Trois des 54 goujons d’acier de chacune des cuves de fusion Söderberg de Baie-Comeau doivent être changés à tous les jours. Cette opération durait en moyenne 20 minutes. L’une des solutions de réduction consiste à réaliser ce changement en seulement 10 minutes. L’aluminerie a mis en place une méthode de travail normalisée, appuyée par un système de gestion de la performance qui permet de suivre les résultats de chaque opérateur.
 
L’ajout de briquettes se fait par le dessus de l’anode et permet de compenser la partie de l’anode qui se consume durant le procédé normal d’électrolyse. Les briquettes filtrent également les émissions de HAP émises lors de la cuisson continue de l’anode. Ces émissions augmentent lorsqu’il n’y a pas suffisamment de briquettes.
 
Afin d’assurer que chaque anode reçoive une quantité adéquate de pâte, on a créé un tableau de gestion visuelle servant à planifier la distribution des briquettes et à assurer le suivi de cette activité.
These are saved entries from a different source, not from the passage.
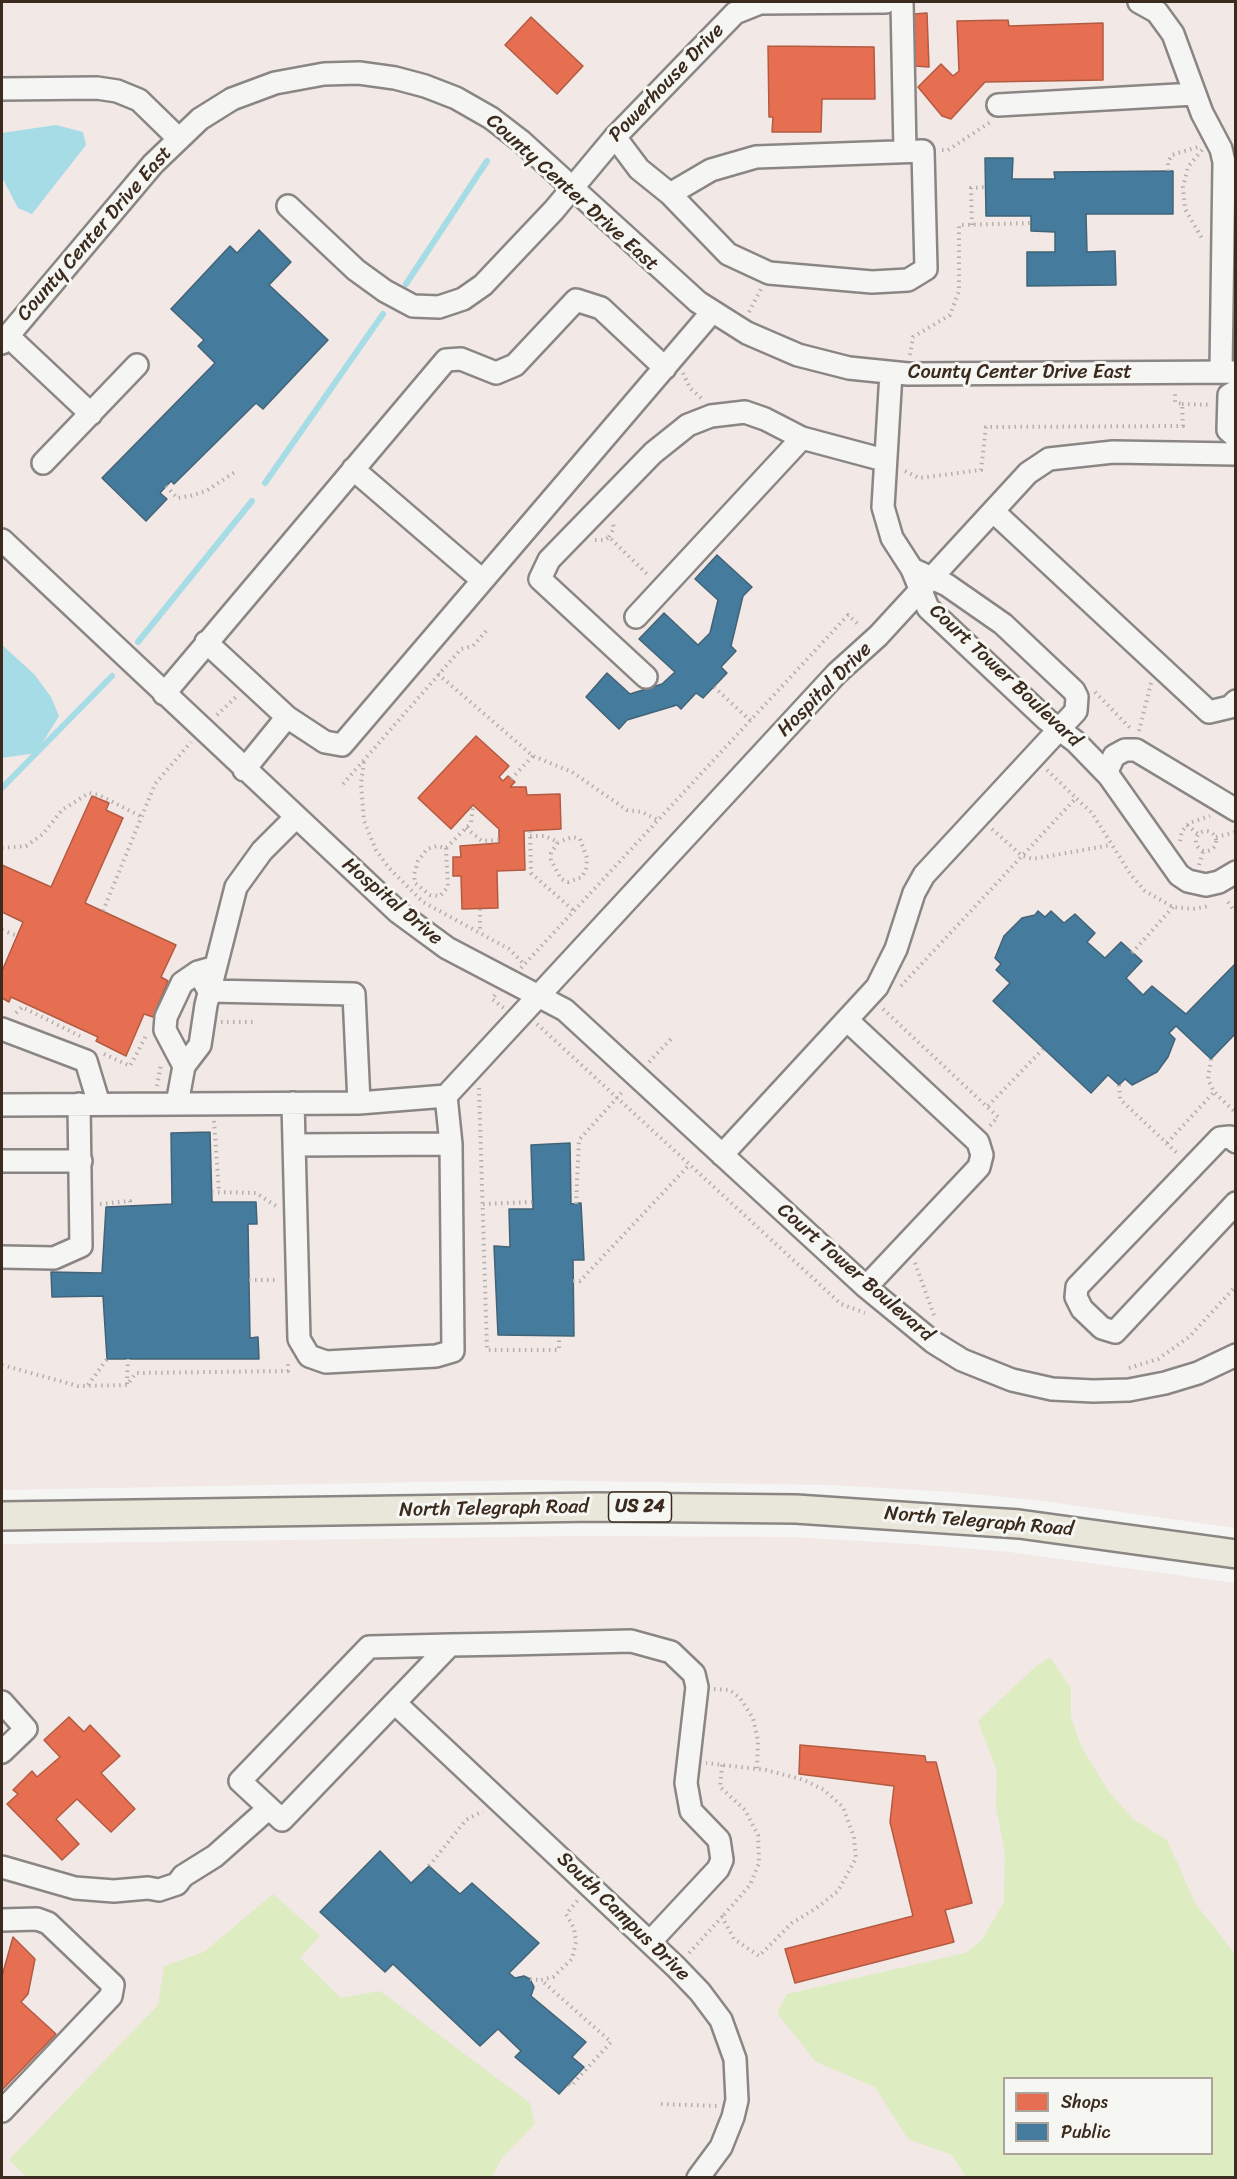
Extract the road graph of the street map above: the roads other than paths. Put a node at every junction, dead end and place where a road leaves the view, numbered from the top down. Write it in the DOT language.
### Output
graph roads {
  1 [pos="886,2"];
  2 [pos="902,2"];
  3 [pos="1139,2"];
  4 [pos="2,89"];
  5 [pos="1195,94"];
  6 [pos="1002,105"];
  7 [pos="615,137"];
  8 [pos="178,138"];
  9 [pos="1219,144"];
  10 [pos="914,151"];
  11 [pos="571,188"];
  12 [pos="670,195"];
  13 [pos="288,206"];
  14 [pos="711,312"];
  15 [pos="5,340"];
  16 [pos="137,365"];
  17 [pos="665,368"];
  18 [pos="900,368"];
  19 [pos="1228,371"];
  20 [pos="1236,391"];
  21 [pos="91,414"];
  22 [pos="1236,437"];
  23 [pos="802,438"];
  24 [pos="1236,454"];
  25 [pos="884,460"];
  26 [pos="43,463"];
  27 [pos="353,469"];
  28 [pos="994,512"];
  29 [pos="2,540"];
  30 [pos="481,579"];
  31 [pos="926,584"];
  32 [pos="636,617"];
  33 [pos="206,642"];
  34 [pos="646,677"];
  35 [pos="164,694"];
  36 [pos="1236,701"];
  37 [pos="287,717"];
  38 [pos="1060,729"];
  39 [pos="244,770"];
  40 [pos="1108,776"];
  41 [pos="295,818"];
  42 [pos="1227,819"];
  43 [pos="1236,872"];
  44 [pos="206,969"];
  45 [pos="209,991"];
  46 [pos="538,996"];
  47 [pos="5,1020"];
  48 [pos="848,1021"];
  49 [pos="184,1066"];
  50 [pos="446,1096"];
  51 [pos="293,1103"];
  52 [pos="358,1103"];
  53 [pos="89,1104"];
  54 [pos="177,1104"];
  55 [pos="2,1105"];
  56 [pos="1236,1142"];
  57 [pos="452,1144"];
  58 [pos="294,1145"];
  59 [pos="722,1155"];
  60 [pos="2,1161"];
  61 [pos="81,1161"];
  62 [pos="1236,1203"];
  63 [pos="2,1257"];
  64 [pos="866,1287"];
  65 [pos="1236,1355"];
  66 [pos="2,1516"];
  67 [pos="1236,1554"];
  68 [pos="450,1645"];
  69 [pos="2,1702"];
  70 [pos="395,1703"];
  71 [pos="2,1752"];
  72 [pos="269,1808"];
  73 [pos="2,1867"];
  74 [pos="2,1920"];
  75 [pos="650,1942"];
  76 [pos="2,2111"];
  77 [pos="698,2178"];
  1 -- 7 [label="street, Powerhouse Drive"];
  2 -- 10 [label="street"];
  3 -- 5 [label="street"];
  4 -- 8 [label="street"];
  5 -- 6 [label="street"];
  5 -- 9 [label="street"];
  7 -- 11 [label="street, Powerhouse Drive"];
  7 -- 12 [label="street"];
  8 -- 11 [label="street, County Center Drive East"];
  8 -- 15 [label="street, County Center Drive East"];
  9 -- 19 [label="street"];
  10 -- 12 [label="street"];
  10 -- 12 [label="street"];
  11 -- 13 [label="street, Powerhouse Drive"];
  11 -- 14 [label="street, County Center Drive East"];
  14 -- 17 [label="street"];
  14 -- 18 [label="street, County Center Drive East"];
  15 -- 21 [label="street"];
  16 -- 21 [label="street"];
  17 -- 27 [label="street"];
  17 -- 30 [label="street"];
  18 -- 19 [label="street, County Center Drive East"];
  18 -- 25 [label="street, Court Tower Boulevard"];
  20 -- 22 [label="street"];
  21 -- 26 [label="street"];
  23 -- 25 [label="street"];
  23 -- 32 [label="street"];
  23 -- 34 [label="street"];
  24 -- 28 [label="street, Hospital Drive"];
  25 -- 31 [label="street, Court Tower Boulevard"];
  27 -- 30 [label="street"];
  27 -- 33 [label="street"];
  28 -- 31 [label="street, Hospital Drive"];
  28 -- 36 [label="street"];
  29 -- 35 [label="street, Hospital Drive"];
  30 -- 37 [label="street"];
  31 -- 38 [label="street, Court Tower Boulevard"];
  31 -- 38 [label="street, Court Tower Boulevard"];
  31 -- 46 [label="street, Hospital Drive"];
  33 -- 35 [label="street"];
  33 -- 37 [label="street"];
  35 -- 39 [label="street, Hospital Drive"];
  37 -- 39 [label="street"];
  38 -- 40 [label="street, Court Tower Boulevard"];
  38 -- 48 [label="street"];
  39 -- 41 [label="street, Hospital Drive"];
  40 -- 42 [label="street"];
  40 -- 43 [label="street, Court Tower Boulevard"];
  41 -- 44 [label="street"];
  41 -- 46 [label="street, Hospital Drive"];
  44 -- 45 [label="street"];
  44 -- 49 [label="street"];
  45 -- 49 [label="street"];
  45 -- 52 [label="street"];
  46 -- 50 [label="street"];
  46 -- 59 [label="street, Court Tower Boulevard"];
  47 -- 53 [label="street"];
  48 -- 59 [label="street"];
  48 -- 64 [label="street"];
  49 -- 54 [label="street"];
  50 -- 52 [label="street"];
  50 -- 57 [label="street"];
  51 -- 52 [label="street"];
  51 -- 54 [label="street"];
  51 -- 58 [label="street"];
  53 -- 54 [label="street"];
  53 -- 55 [label="street"];
  53 -- 61 [label="street"];
  56 -- 62 [label="street"];
  57 -- 58 [label="street"];
  57 -- 58 [label="street"];
  59 -- 64 [label="street, Court Tower Boulevard"];
  60 -- 61 [label="street"];
  61 -- 63 [label="street"];
  64 -- 65 [label="street, Court Tower Boulevard"];
  66 -- 67 [label="main road, North Telegraph Road / US 24"];
  68 -- 70 [label="street"];
  68 -- 72 [label="street"];
  68 -- 75 [label="street"];
  69 -- 71 [label="street"];
  70 -- 72 [label="street"];
  70 -- 75 [label="street, South Campus Drive"];
  72 -- 73 [label="street"];
  74 -- 76 [label="street"];
  75 -- 77 [label="street, South Campus Drive"];
}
Les mécanismes de résolution de problèmes permettent aux travailleurs de tous les postes de prendre rapidement action dès qu’un problème survient.
 
À la fin de 2006, l’Aluminerie de Baie-Comeau émettait en moyenne 0,18 kg/tm Al de HAP, moins que la future réglementation de 2010. Les émissions étaient de 0,20 kg/tm Al en 2007 ce qui confirme l’amélioration de la performance de l’aluminerie.